-- EXERCISE DATA follows --

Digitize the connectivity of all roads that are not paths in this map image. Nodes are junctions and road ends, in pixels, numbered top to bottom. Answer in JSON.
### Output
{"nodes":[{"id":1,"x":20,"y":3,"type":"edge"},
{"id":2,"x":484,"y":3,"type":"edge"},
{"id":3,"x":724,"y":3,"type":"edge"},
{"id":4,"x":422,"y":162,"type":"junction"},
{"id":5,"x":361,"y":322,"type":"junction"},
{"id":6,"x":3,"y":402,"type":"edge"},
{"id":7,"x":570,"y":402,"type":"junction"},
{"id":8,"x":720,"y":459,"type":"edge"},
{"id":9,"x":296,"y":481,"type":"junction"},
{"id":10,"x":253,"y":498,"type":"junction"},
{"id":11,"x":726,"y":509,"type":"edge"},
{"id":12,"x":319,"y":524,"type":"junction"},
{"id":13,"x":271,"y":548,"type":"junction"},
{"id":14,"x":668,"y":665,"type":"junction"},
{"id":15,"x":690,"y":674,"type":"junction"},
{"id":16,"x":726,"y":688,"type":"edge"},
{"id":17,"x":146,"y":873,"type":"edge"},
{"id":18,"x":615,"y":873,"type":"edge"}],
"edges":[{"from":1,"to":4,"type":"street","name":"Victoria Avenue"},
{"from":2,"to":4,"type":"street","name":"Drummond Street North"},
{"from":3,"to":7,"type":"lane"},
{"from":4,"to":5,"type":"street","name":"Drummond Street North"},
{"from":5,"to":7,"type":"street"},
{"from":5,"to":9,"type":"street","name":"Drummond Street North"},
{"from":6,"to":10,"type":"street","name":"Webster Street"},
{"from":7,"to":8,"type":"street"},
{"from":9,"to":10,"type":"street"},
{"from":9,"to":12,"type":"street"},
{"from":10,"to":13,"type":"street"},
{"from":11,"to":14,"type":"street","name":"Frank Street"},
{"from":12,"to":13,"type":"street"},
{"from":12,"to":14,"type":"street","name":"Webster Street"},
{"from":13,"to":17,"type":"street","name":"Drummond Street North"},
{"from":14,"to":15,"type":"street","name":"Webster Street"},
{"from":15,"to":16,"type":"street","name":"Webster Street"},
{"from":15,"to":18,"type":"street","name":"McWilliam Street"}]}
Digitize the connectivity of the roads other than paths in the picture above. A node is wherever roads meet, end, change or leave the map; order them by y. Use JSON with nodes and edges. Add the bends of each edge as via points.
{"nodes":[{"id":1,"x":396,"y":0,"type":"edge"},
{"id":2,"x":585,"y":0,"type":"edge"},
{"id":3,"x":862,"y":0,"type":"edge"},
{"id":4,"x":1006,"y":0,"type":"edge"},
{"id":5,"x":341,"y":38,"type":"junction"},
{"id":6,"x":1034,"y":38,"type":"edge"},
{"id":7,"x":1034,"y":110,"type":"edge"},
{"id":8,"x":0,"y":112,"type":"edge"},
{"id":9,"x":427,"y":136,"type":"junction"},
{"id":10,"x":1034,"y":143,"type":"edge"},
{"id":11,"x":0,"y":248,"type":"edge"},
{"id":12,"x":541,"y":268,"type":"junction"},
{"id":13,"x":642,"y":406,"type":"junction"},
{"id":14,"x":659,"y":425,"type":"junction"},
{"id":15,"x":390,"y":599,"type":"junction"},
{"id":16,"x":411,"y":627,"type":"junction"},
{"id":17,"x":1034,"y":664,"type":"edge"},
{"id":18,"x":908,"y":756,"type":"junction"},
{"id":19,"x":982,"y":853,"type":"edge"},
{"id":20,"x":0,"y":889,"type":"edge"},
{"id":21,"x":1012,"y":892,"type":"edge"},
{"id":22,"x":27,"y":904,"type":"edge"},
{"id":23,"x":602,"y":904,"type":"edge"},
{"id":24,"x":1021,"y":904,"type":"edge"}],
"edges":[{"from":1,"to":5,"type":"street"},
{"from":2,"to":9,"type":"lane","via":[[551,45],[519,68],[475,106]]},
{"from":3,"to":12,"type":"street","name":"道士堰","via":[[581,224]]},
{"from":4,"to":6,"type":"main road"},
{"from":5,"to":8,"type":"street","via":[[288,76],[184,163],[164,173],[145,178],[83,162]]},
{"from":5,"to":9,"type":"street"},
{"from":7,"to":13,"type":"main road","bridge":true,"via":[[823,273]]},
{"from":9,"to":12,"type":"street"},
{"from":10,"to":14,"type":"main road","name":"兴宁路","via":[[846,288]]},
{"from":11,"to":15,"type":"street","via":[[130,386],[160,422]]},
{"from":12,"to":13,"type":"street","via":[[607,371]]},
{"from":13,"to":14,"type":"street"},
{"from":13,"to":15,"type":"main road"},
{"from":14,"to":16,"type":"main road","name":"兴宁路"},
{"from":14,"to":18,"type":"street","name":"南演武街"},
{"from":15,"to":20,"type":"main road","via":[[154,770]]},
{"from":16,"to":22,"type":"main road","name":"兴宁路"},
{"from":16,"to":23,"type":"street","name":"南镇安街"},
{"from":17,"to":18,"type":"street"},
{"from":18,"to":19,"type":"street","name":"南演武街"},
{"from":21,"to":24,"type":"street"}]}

-- EXERCISE DATA concluded --

■ **YOUR INSTRUCTIONS**:
Return each line of the preceding material in which "paths" can be found.

■ **REPLY TO THE TASK**:
Digitize the connectivity of all roads that are not paths in this map image. Nodes are junctions and road ends, in pixels, numbered top to bottom. Answer in JSON.
Digitize the connectivity of the roads other than paths in the picture above. A node is wherever roads meet, end, change or leave the map; order them by y. Use JSON with nodes and edges. Add the bends of each edge as via points.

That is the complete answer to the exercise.